By Manushag N. Powell, Purdue University
In 1799, Napoleon seized control of France, and during a short-lived peace between European powers, attempted to reestablish control in Haiti. Napoleon would finally concede defeat in Haiti in 1804, but war again broke out in Europe, and Napoleon, open about his imperial plans, occupied Spain in 1808, which gave an opening to the Spanish Latin American colonies to revolt against European control.

They Started It
The new Latin American governments began augmenting their navies with privateers to fend off and prey upon European shipping.
Good Mariners were available on the cheap after 1815 when Napoleon was permanently exiled to Elba and naval forces began to stand down all over. Further, privateers would sometimes try to hold commissions from multiple governments if possible, so as to have as many potential targets as possible. This is how, in the early 19th century, you ended up with privateers from Louisiana, operating out of Texas, Mexico, and Cuba.
You can probably predict what happened next. While at first the privateers followed their commissions, the more chaotic and crowded the corsairing field grew, the more neutral vessels were preyed upon as well.
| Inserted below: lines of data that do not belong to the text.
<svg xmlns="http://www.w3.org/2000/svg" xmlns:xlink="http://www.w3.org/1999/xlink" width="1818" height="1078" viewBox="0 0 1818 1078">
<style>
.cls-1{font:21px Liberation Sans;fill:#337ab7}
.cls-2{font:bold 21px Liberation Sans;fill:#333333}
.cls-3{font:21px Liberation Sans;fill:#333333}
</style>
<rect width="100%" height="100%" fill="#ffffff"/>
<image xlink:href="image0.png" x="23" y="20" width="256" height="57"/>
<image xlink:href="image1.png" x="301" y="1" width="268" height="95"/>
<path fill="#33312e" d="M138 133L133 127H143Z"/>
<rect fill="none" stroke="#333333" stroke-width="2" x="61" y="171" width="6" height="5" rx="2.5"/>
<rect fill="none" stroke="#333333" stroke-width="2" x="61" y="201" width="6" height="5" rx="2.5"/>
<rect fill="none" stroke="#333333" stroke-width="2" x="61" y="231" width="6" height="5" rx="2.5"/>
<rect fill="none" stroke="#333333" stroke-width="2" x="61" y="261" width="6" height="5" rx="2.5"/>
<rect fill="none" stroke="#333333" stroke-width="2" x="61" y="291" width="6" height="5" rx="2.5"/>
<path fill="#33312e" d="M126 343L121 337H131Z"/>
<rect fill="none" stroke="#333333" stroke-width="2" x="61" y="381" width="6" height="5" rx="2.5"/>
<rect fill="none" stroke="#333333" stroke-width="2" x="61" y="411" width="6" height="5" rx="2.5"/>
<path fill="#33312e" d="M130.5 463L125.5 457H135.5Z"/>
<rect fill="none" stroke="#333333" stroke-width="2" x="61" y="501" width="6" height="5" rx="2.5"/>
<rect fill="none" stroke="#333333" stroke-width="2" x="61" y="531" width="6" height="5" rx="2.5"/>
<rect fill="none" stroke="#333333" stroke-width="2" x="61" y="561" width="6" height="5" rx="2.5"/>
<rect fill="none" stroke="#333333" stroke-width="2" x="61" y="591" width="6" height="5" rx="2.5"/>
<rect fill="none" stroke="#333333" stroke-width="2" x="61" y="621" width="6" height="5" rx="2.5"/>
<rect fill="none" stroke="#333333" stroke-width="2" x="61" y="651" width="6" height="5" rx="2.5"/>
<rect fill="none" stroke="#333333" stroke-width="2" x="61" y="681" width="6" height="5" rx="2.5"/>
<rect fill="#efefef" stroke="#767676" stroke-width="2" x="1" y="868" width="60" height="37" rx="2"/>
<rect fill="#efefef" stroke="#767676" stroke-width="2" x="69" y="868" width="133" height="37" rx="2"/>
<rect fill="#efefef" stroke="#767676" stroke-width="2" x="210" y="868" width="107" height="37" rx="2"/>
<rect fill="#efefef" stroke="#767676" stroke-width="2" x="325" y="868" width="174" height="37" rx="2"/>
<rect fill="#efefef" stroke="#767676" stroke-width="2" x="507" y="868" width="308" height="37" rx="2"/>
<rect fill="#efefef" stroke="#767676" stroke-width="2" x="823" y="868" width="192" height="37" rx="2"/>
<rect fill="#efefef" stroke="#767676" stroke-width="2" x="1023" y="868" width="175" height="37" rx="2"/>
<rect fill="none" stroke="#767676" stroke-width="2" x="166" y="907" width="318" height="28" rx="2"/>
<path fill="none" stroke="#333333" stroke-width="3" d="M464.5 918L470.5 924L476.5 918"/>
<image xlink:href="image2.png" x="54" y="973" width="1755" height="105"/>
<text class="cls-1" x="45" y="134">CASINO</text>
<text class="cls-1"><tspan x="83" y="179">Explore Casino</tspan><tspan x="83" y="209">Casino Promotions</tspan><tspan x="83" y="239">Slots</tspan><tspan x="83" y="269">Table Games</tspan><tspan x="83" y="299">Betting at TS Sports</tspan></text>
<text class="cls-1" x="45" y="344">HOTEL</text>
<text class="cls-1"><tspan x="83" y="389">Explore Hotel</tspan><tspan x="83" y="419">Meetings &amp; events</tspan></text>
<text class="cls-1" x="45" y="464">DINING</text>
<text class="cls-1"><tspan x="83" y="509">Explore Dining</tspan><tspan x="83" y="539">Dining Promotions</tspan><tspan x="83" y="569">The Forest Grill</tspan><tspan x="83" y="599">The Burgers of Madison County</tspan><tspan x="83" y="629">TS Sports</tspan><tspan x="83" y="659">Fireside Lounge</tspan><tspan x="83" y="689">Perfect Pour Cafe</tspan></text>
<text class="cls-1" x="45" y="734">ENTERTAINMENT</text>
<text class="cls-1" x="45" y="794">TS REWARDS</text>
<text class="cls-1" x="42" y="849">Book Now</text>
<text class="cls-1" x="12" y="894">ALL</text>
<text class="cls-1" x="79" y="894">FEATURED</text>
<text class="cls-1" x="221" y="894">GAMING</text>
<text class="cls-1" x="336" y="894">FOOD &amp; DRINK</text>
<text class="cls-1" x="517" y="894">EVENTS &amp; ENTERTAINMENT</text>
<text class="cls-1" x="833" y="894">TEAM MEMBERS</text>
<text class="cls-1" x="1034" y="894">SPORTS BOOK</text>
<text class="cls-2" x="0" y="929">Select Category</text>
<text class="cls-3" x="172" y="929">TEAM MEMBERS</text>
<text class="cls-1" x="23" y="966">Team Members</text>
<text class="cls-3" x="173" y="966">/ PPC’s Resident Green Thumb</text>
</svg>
By 1818 or 1820, there was a pretty bad Atlantic pirate problem going on as a direct result of European imperial ambitions and their frustration.
Pirates and mutineers threatened the Baltimore coastline, they were based once again in the Caribbean, in Cuba, Puerto Rico, and Haiti. They had names like the Diabolito and Cofresi, particularly frightening to the race of Europeans with the Haitian privateers, who were often black or mixed-race mutineers.
The Image of Pirates
Why it is better to be tortured or killed by white than black or Latino pirates, is not clear at this distance. But the notion of black pirates was portrayed in white media as especially terrifying. These were the pirates who, according to newspaper accounts, sometimes employed walking the plank as a terroristic weapon.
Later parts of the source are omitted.